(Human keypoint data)

————————

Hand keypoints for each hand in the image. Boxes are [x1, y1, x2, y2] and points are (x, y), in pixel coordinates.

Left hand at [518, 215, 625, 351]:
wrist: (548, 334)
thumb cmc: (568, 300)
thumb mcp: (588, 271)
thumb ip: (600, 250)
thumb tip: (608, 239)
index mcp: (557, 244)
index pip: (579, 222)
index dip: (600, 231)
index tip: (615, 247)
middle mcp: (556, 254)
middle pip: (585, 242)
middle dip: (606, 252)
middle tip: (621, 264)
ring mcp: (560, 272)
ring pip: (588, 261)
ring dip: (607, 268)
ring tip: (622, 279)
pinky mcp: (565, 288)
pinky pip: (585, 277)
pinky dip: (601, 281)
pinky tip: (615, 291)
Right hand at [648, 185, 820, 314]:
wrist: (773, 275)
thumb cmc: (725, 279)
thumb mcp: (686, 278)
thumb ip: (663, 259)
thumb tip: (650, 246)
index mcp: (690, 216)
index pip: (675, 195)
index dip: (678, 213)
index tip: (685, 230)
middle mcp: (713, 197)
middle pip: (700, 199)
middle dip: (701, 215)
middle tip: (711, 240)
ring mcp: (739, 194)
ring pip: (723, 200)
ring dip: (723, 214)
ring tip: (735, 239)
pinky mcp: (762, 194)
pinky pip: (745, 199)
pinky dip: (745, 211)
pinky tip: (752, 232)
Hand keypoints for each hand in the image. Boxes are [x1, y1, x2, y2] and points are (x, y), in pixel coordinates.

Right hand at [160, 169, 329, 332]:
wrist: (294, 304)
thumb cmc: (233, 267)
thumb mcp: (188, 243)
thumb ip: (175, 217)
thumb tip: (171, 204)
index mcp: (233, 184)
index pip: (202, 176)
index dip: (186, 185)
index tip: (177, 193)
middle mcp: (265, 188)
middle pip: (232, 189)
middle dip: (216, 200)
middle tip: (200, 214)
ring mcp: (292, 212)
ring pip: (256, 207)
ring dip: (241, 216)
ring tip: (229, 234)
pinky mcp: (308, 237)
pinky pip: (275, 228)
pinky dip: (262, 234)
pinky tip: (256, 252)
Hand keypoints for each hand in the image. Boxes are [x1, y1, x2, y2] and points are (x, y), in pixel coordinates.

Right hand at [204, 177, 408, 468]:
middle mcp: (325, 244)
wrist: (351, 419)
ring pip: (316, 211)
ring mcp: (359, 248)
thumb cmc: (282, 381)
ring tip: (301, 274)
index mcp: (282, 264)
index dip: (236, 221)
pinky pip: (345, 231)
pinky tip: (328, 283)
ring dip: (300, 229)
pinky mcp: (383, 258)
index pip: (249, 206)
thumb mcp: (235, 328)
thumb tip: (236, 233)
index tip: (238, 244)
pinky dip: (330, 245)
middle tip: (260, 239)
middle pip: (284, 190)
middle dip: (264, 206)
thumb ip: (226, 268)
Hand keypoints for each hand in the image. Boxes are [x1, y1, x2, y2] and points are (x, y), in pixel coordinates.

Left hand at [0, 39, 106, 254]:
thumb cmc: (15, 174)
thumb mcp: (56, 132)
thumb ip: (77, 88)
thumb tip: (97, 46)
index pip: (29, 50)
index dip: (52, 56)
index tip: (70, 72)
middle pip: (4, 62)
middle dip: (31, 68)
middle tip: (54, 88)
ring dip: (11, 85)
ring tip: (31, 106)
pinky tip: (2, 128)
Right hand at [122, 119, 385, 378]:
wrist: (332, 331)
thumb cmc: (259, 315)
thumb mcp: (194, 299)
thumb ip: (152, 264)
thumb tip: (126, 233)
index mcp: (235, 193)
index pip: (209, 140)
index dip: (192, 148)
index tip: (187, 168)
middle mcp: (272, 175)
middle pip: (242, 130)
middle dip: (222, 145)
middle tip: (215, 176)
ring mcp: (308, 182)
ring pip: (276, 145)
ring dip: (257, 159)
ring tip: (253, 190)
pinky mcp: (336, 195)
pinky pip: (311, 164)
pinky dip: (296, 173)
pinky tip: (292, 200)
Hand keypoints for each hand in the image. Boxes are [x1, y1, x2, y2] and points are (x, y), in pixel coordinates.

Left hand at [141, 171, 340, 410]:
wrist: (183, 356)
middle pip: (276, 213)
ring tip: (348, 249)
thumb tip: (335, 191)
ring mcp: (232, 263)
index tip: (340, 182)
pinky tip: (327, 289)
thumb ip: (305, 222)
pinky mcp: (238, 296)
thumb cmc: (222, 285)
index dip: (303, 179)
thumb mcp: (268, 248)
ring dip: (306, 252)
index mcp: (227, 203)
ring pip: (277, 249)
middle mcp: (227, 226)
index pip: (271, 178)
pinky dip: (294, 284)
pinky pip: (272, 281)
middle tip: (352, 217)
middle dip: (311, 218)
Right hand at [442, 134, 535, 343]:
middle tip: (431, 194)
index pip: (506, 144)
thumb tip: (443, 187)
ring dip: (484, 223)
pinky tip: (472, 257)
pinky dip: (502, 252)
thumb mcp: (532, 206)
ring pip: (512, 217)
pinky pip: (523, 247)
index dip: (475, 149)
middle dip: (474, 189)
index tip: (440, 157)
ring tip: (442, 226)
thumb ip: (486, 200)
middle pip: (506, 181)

————————

* **TASK STATEMENT**
Please retype the top of the data exactly, down to and including the line that holds "middle tip: (621, 264)", and nothing further.

* **REPLY TO THE TASK**
Hand keypoints for each hand in the image. Boxes are [x1, y1, x2, y2] and points are (x, y), in pixel coordinates.

Left hand at [518, 215, 625, 351]:
wrist: (548, 334)
thumb cmc: (568, 300)
thumb mcp: (588, 271)
thumb ip: (600, 250)
thumb tip: (608, 239)
index mcp: (557, 244)
index pip: (579, 222)
index dip: (600, 231)
index tip: (615, 247)
middle mcp: (556, 254)
middle pip: (585, 242)
middle dip: (606, 252)
middle tip: (621, 264)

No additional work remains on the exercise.